Brian and I concieved of the Weblogs, Inc. idea at the Knicks game where they raised Patrick Ewing’s number to the rafters last year.

The concept of Weblogs, Inc. has attracted a ton of attention in the week since it launched and I thought I would take some time, as the Chairman, to give my perspective on it.

What is your role in Weblogs, Inc.?

I’m the co-founder and Brian’s partner on it. I have no day-to-day operational role in the company. Brian is the CEO and makes the daily decisions. I’m working full-time for Wicks Business running VentureReporter.net, the company they bought from me in April.
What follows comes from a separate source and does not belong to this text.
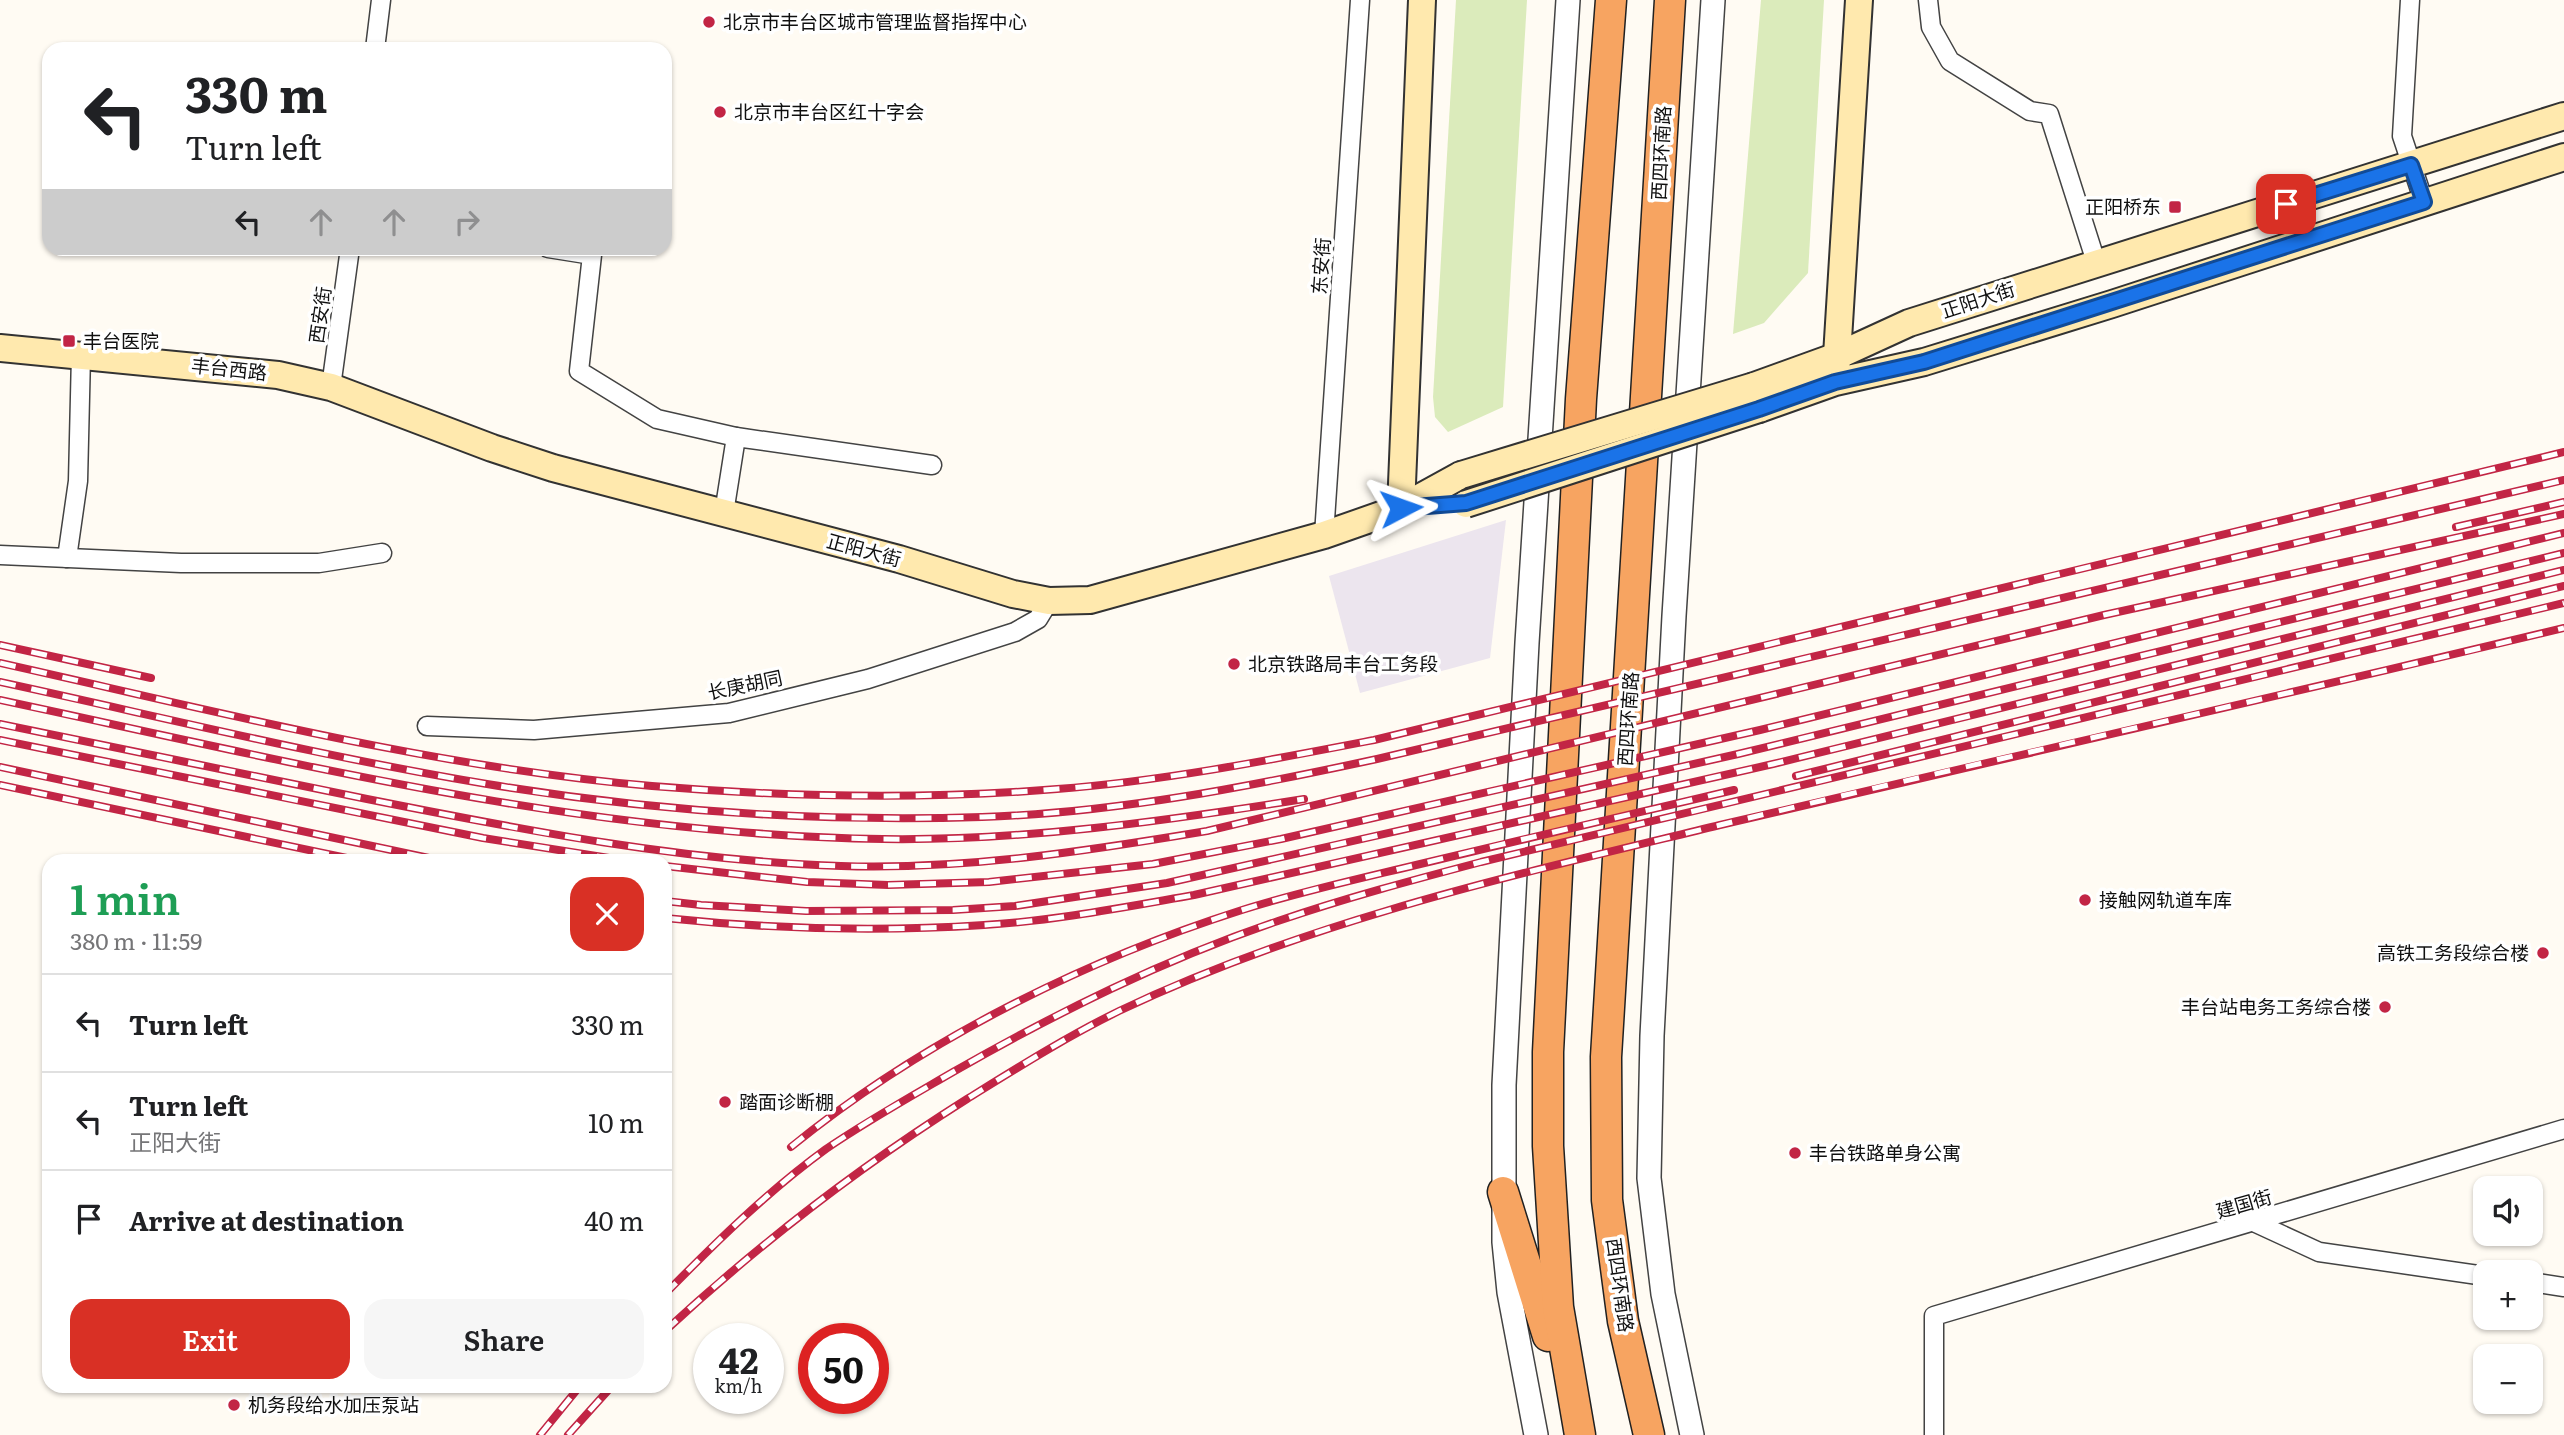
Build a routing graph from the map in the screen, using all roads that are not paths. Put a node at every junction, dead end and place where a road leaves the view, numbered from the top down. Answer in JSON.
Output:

When is the Weblogs, Inc. IPO, and can I get friends and family stock?

You’re kidding right? Publishing companies have a hard enough time going public, let alone a weblog company. I mean, Nick Denton has the most successful blog in the space and he’s making less than $25,000 a year from it. Then again, Rafat Ali is making $70,000 a year off of PaidContent.org, so I wouldn’t say the space is a bust.

I hear you’ve raised, or are raising, a round of venture capital for Weblogs, Inc. Is this true?

Our policy is not to comment about such issues.

Do you think it is wrong to commercialize blogs?

The name of the company is Weblogs, INC. We have no interest in working for free and we think bloggers should be able to make their own minds up if they want to use blogging tools for profit, fun, or both.

This reminds me of the early days of the web. You remember when Hotwired.com and Netscape started posting banners and everyone started complaining that it was the death of the Internet? Well, that is what is happening now. A few people who were first to the Weblog space are upset that some people are planning to make money off it. Ironically, the person who has critized me the most Nick Denton is commericalizing blogs eight way to Sunday!

What is your deal with bloggers?

We’ve come up with what we think is a compelling option for bloggers who want to make money off of their blogs. Basically we are partnering with bloggers to create niche b2b blogs. We provide the business and administration (i.e. software, sales, accounting, etc.) and the blogger provides the blog entries. We split any profits that come after hard costs which we define as a) sales commissions (20-30%) and b) credit card fees (1.5-4%). The bloggers own all of their content and can leave our network at any time. We own the network and we get to keep a copy of the blogs in our archive should the blogger leave to start their own blog in the future.

Is this a good deal? Well, it you want to start a blog today, not spend any money doing it and start making money immediately, then yes. If you want to own your own brand, do all the business functions yourself and not work with anyone, then clearly no. If you have an existing blog and you’re looking to move to our platform you probably have to think about it because you’re giving up your domain and gaining a sales and opertational force.

The bottom line is that if the blogger is happy and makes money, we make money. If the blogger is not happy and doesn’t make money, neither do we. It is a partnership and that’s not for everyone. Plain and simple.

I heard you’re going to have 500 blogs, really?

Our goal is to launch a blog or two a week for the next year. On that pace we think we can get to 100 in about a year. If this all works having a couple of hundred in a couple of years doesn’t seem far-fetched.

How much money do you think a blog can make?

We think a b2b blog can make anywhere from $250 to $2,000 a week today. Now, this will vary by blog and industry obviously. Rafat claims to make $70,000 a year (or a little about $1,500 a week) and Nick Denton claims to make $24,000 a month on two blogs (or $12,000 each, which is $250 a week). We can’t guarantee this, but we are going to be giving bloggers the first $500 a month so that if the blog is low revenue they can at least make something before the 50-50% split comes into play.

How are you going to make money?

We have a number of revenue streams planned. You’ll see them on the sites as they are launched. None of them are radically different then what has been done on the Web previously.